■ DIRECTIONS ■
Where the line containing "it links to." appears in the records below, begin there and write out each line exactly until the last one, and nothing more.

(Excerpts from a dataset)
· · · · · · ·
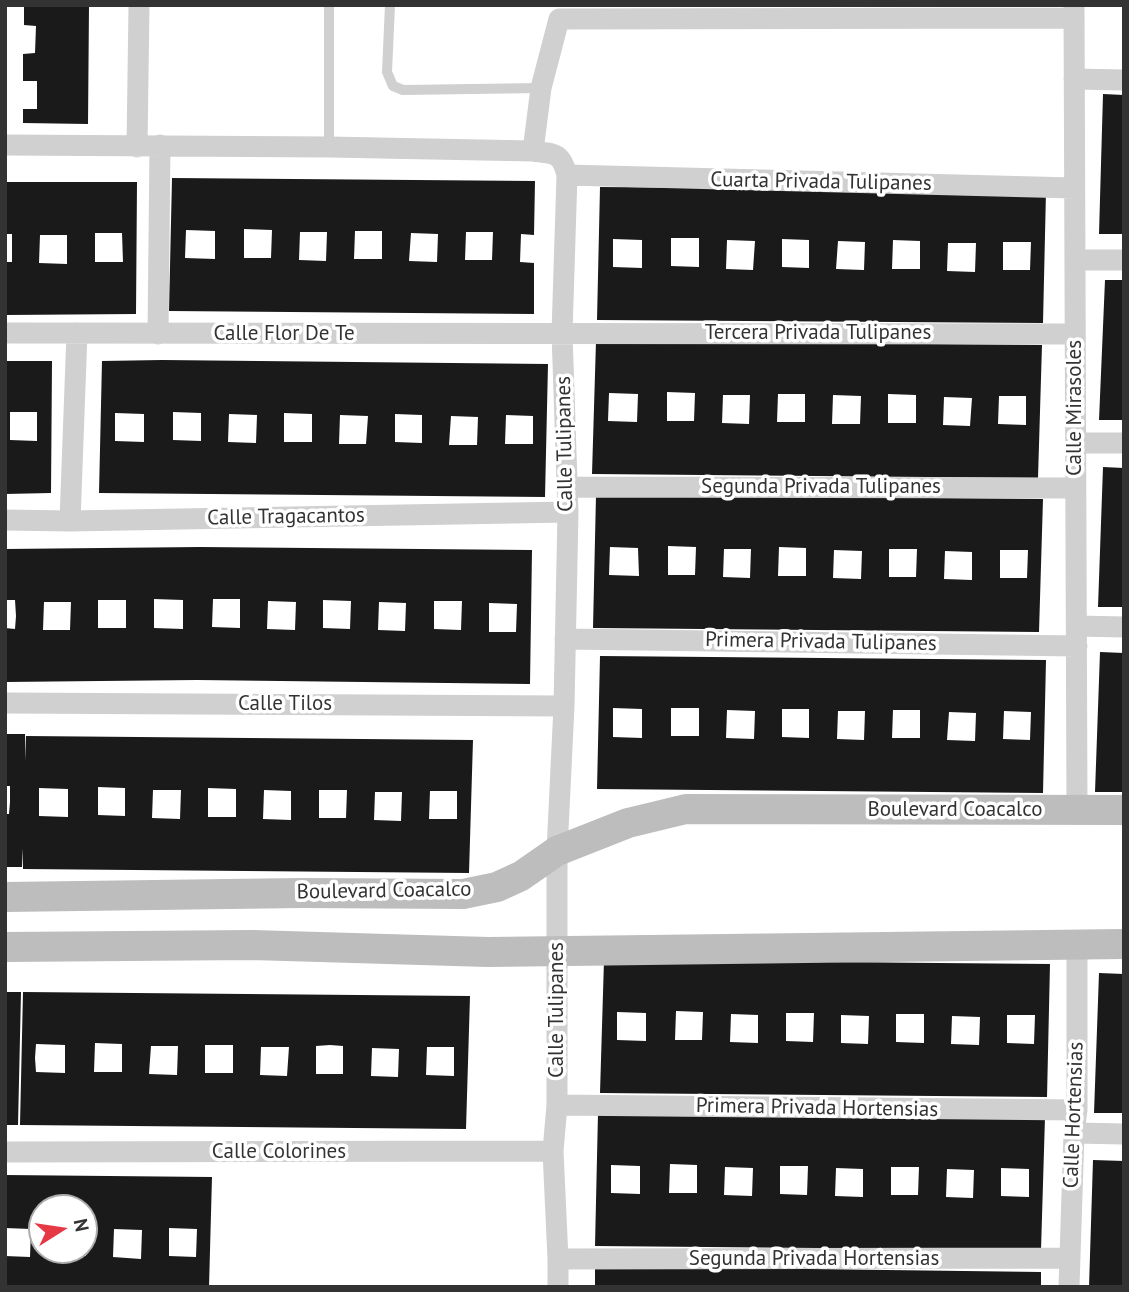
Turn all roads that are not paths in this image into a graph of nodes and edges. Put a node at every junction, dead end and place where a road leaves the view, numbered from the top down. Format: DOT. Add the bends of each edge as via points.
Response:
graph roads {
  1 [pos="139,5"];
  2 [pos="329,5"];
  3 [pos="390,5"];
  4 [pos="559,12"];
  5 [pos="1074,12"];
  6 [pos="1074,79"];
  7 [pos="1124,80"];
  8 [pos="541,88"];
  9 [pos="5,145"];
  10 [pos="160,145"];
  11 [pos="137,147"];
  12 [pos="329,147"];
  13 [pos="533,151"];
  14 [pos="567,175"];
  15 [pos="1074,188"];
  16 [pos="1075,260"];
  17 [pos="1124,260"];
  18 [pos="5,333"];
  19 [pos="77,333"];
  20 [pos="562,333"];
  21 [pos="158,334"];
  22 [pos="1074,334"];
  23 [pos="1076,443"];
  24 [pos="1124,443"];
  25 [pos="567,487"];
  26 [pos="1075,488"];
  27 [pos="568,512"];
  28 [pos="5,520"];
  29 [pos="70,521"];
  30 [pos="1124,626"];
  31 [pos="1077,636"];
  32 [pos="565,639"];
  33 [pos="5,703"];
  34 [pos="564,706"];
  35 [pos="1077,810"];
  36 [pos="1124,810"];
  37 [pos="557,851"];
  38 [pos="5,897"];
  39 [pos="1077,944"];
  40 [pos="1124,944"];
  41 [pos="5,947"];
  42 [pos="558,951"];
  43 [pos="557,1105"];
  44 [pos="1077,1111"];
  45 [pos="1074,1133"];
  46 [pos="1124,1134"];
  47 [pos="553,1151"];
  48 [pos="5,1152"];
  49 [pos="1069,1258"];
  50 [pos="558,1259"];
  51 [pos="558,1287"];
  52 [pos="1069,1287"];
  1 -- 11 [label="street"];
  2 -- 12 [label="lane"];
  3 -- 8 [label="lane" via="387,72 393,86 403,90"];
  4 -- 5 [label="street"];
  4 -- 8 [label="street"];
  5 -- 6 [label="street, Calle Mirasoles"];
  6 -- 7 [label="street"];
  6 -- 15 [label="street, Calle Mirasoles"];
  8 -- 13 [label="street"];
  9 -- 11 [label="street"];
  10 -- 11 [label="street"];
  10 -- 12 [label="street"];
  10 -- 21 [label="street"];
  12 -- 13 [label="street"];
  13 -- 14 [label="street" via="561,158"];
  14 -- 15 [label="street, Cuarta Privada Tulipanes"];
  14 -- 20 [label="street, Calle Tulipanes"];
  15 -- 16 [label="street, Calle Mirasoles"];
  16 -- 17 [label="street"];
  16 -- 22 [label="street, Calle Mirasoles"];
  18 -- 19 [label="street, Calle Flor De Te"];
  19 -- 21 [label="street, Calle Flor De Te"];
  19 -- 29 [label="street"];
  20 -- 21 [label="street, Calle Flor De Te"];
  20 -- 22 [label="street, Tercera Privada Tulipanes"];
  20 -- 25 [label="street, Calle Tulipanes"];
  22 -- 23 [label="street, Calle Mirasoles"];
  23 -- 24 [label="street"];
  23 -- 26 [label="street, Calle Mirasoles"];
  25 -- 26 [label="street, Segunda Privada Tulipanes"];
  25 -- 27 [label="street, Calle Tulipanes"];
  26 -- 31 [label="street, Calle Mirasoles"];
  27 -- 29 [label="street, Calle Tragacantos"];
  27 -- 32 [label="street, Calle Tulipanes"];
  28 -- 29 [label="street, Calle Tragacantos"];
  30 -- 31 [label="street, Primera Privada Tulipanes"];
  31 -- 32 [label="street, Primera Privada Tulipanes"];
  31 -- 35 [label="street, Calle Mirasoles"];
  32 -- 34 [label="street, Calle Tulipanes"];
  33 -- 34 [label="street, Calle Tilos"];
  34 -- 37 [label="street, Calle Tulipanes"];
  35 -- 36 [label="main road, Boulevard Coacalco"];
  35 -- 37 [label="main road, Boulevard Coacalco" via="686,809 628,823"];
  37 -- 38 [label="main road, Boulevard Coacalco" via="497,887 463,894"];
  37 -- 42 [label="street, Calle Tulipanes"];
  39 -- 40 [label="main road"];
  39 -- 42 [label="main road"];
  39 -- 44 [label="street, Calle Hortensias"];
  41 -- 42 [label="main road" via="252,945"];
  42 -- 43 [label="street, Calle Tulipanes"];
  43 -- 44 [label="street, Primera Privada Hortensias"];
  43 -- 47 [label="street, Calle Tulipanes"];
  44 -- 45 [label="street, Calle Hortensias"];
  45 -- 46 [label="street"];
  45 -- 49 [label="street, Calle Hortensias"];
  47 -- 48 [label="street, Calle Colorines"];
  47 -- 50 [label="street, Calle Tulipanes"];
  49 -- 50 [label="street, Segunda Privada Hortensias"];
  49 -- 52 [label="street, Calle Hortensias"];
  50 -- 51 [label="street, Calle Tulipanes"];
}
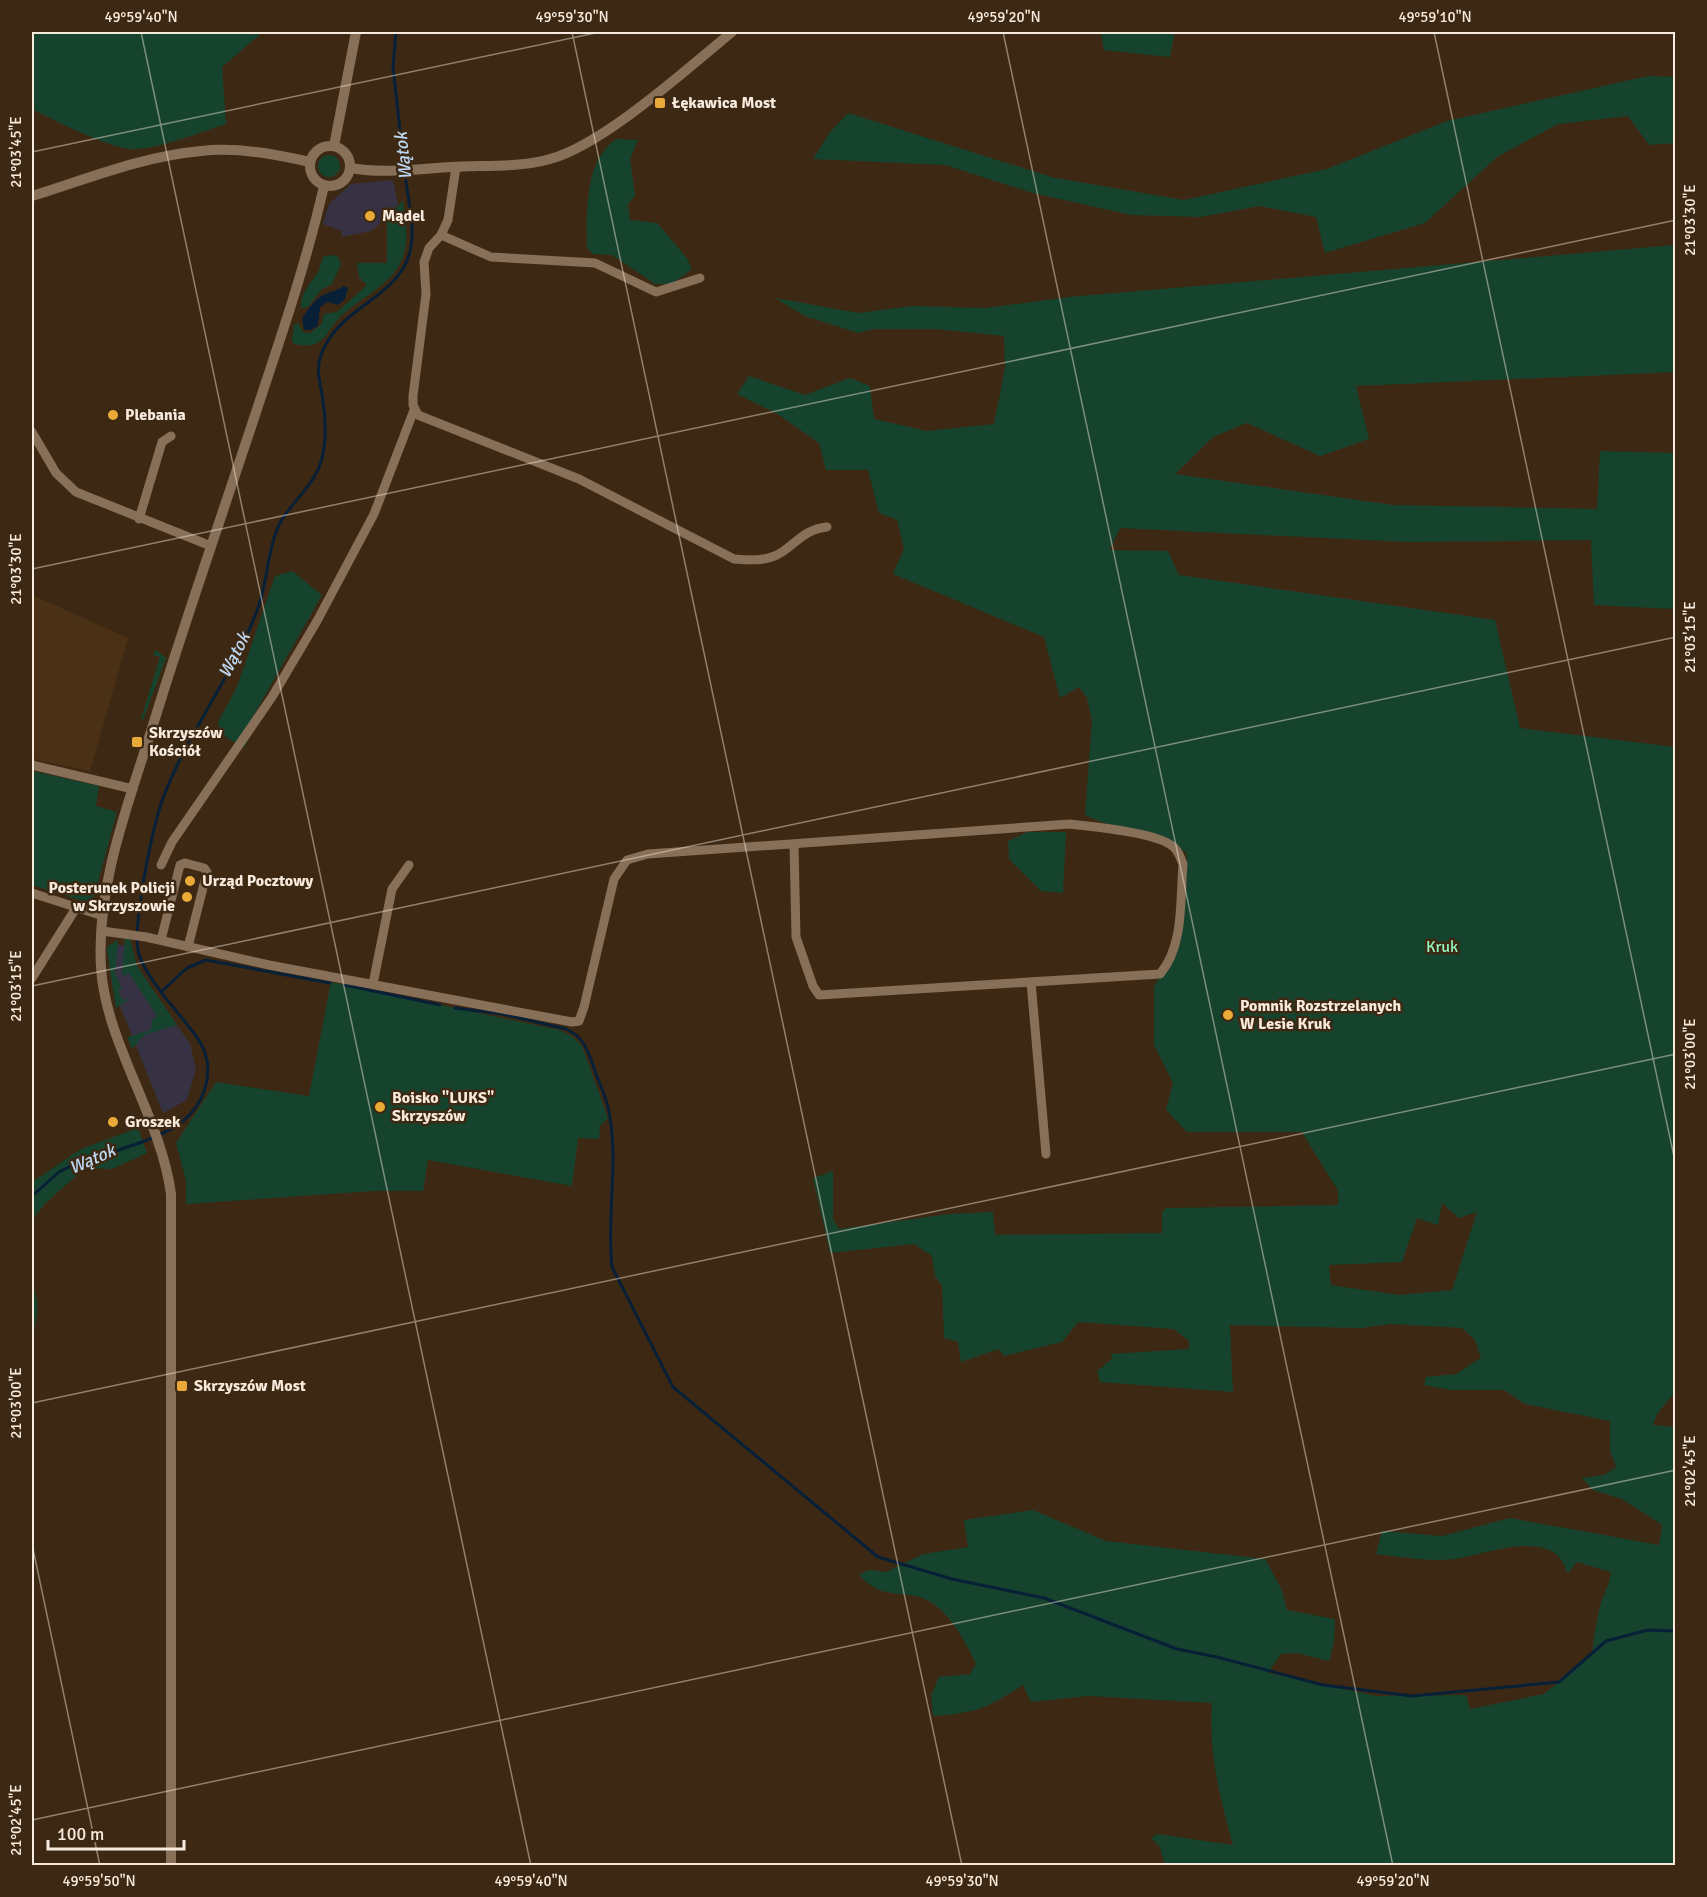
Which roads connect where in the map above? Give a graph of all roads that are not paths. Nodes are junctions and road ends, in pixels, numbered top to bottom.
1 (356, 32) edge
2 (732, 32) edge
3 (334, 146) junction
4 (310, 162) junction
5 (456, 167) junction
6 (351, 168) junction
7 (324, 186) junction
8 (32, 196) edge
9 (441, 235) junction
10 (700, 278) dead end
11 (414, 410) junction
12 (32, 432) edge
13 (171, 436) dead end
14 (140, 519) junction
15 (827, 527) dead end
16 (211, 546) junction
17 (32, 765) edge
18 (133, 789) junction
19 (794, 844) junction
20 (160, 865) dead end
21 (409, 865) dead end
22 (32, 893) edge
23 (76, 908) junction
24 (103, 916) junction
25 (102, 931) junction
26 (161, 940) junction
27 (188, 947) junction
28 (32, 978) edge
29 (1031, 982) junction
30 (373, 984) junction
31 (1046, 1154) dead end
32 (171, 1866) edge

1 - 3 street
2 - 5 street
3 - 4 street
3 - 6 street
4 - 7 street
4 - 8 street
5 - 6 street
5 - 9 street
6 - 7 street
7 - 16 street
9 - 10 street
9 - 11 street
11 - 15 street
11 - 20 street
12 - 14 street
13 - 14 street
14 - 16 street
16 - 18 street
17 - 18 street
18 - 24 street
19 - 29 street
19 - 29 street
19 - 30 street
21 - 30 street
22 - 23 street
23 - 24 street
23 - 28 street
24 - 25 street
25 - 26 street
25 - 32 street
26 - 27 street
26 - 27 street
27 - 30 street
29 - 31 street

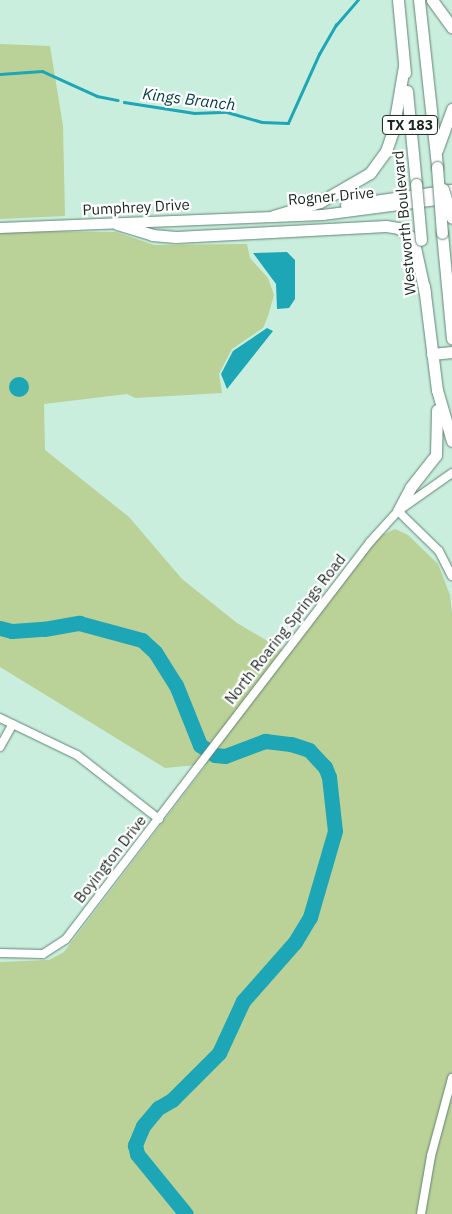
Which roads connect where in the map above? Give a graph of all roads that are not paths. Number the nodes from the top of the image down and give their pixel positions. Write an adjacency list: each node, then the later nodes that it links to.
1 (398, 0): 5 (main road, Westworth Boulevard / TX 183)
2 (418, 0): 7 (main road, TX 183)
3 (432, 0): 4 (main road)
4 (452, 28)
5 (404, 66): 11 (main road); 15 (main road, Westworth Boulevard / TX 183, bridge)
6 (452, 109): 7 (main road)
7 (435, 154): 8 (main road, TX 183)
8 (437, 167): 12 (main road, bridge); 16 (main road, TX 183, bridge)
9 (452, 190): 11 (street, Rogner Drive)
10 (452, 198): 11 (street, Rogner Drive)
11 (273, 216): 13 (street, Pumphrey Drive)
12 (452, 218)
13 (117, 224): 14 (street, Pumphrey Drive); 15 (main road)
14 (0, 228)
15 (425, 292): 18 (main road, Westworth Boulevard / TX 183)
16 (452, 339)
17 (452, 352): 18 (main road)
18 (432, 354): 19 (main road, Westworth Boulevard / TX 183)
19 (435, 380): 20 (main road, Westworth Boulevard / TX 183); 22 (main road)
20 (452, 441)
21 (452, 473): 22 (street, North Roaring Springs Road)
22 (398, 511): 23 (street); 27 (street, North Roaring Springs Road)
23 (452, 576)
24 (0, 718): 25 (street, Boyington Drive)
25 (13, 724): 26 (street); 27 (street, Boyington Drive)
26 (0, 747)
27 (159, 820): 28 (street, Boyington Drive)
28 (0, 953)
29 (452, 1078): 30 (street)
30 (421, 1214)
· · · · · · ·
■ TASK RESPONSE ■
Which roads connect where in the map above? Give a graph of all roads that are not paths. Number the nodes from the top of the image down and give their pixel positions. Write an adjacency list: each node, then the later nodes that it links to.
1 (398, 0): 5 (main road, Westworth Boulevard / TX 183)
2 (418, 0): 7 (main road, TX 183)
3 (432, 0): 4 (main road)
4 (452, 28)
5 (404, 66): 11 (main road); 15 (main road, Westworth Boulevard / TX 183, bridge)
6 (452, 109): 7 (main road)
7 (435, 154): 8 (main road, TX 183)
8 (437, 167): 12 (main road, bridge); 16 (main road, TX 183, bridge)
9 (452, 190): 11 (street, Rogner Drive)
10 (452, 198): 11 (street, Rogner Drive)
11 (273, 216): 13 (street, Pumphrey Drive)
12 (452, 218)
13 (117, 224): 14 (street, Pumphrey Drive); 15 (main road)
14 (0, 228)
15 (425, 292): 18 (main road, Westworth Boulevard / TX 183)
16 (452, 339)
17 (452, 352): 18 (main road)
18 (432, 354): 19 (main road, Westworth Boulevard / TX 183)
19 (435, 380): 20 (main road, Westworth Boulevard / TX 183); 22 (main road)
20 (452, 441)
21 (452, 473): 22 (street, North Roaring Springs Road)
22 (398, 511): 23 (street); 27 (street, North Roaring Springs Road)
23 (452, 576)
24 (0, 718): 25 (street, Boyington Drive)
25 (13, 724): 26 (street); 27 (street, Boyington Drive)
26 (0, 747)
27 (159, 820): 28 (street, Boyington Drive)
28 (0, 953)
29 (452, 1078): 30 (street)
30 (421, 1214)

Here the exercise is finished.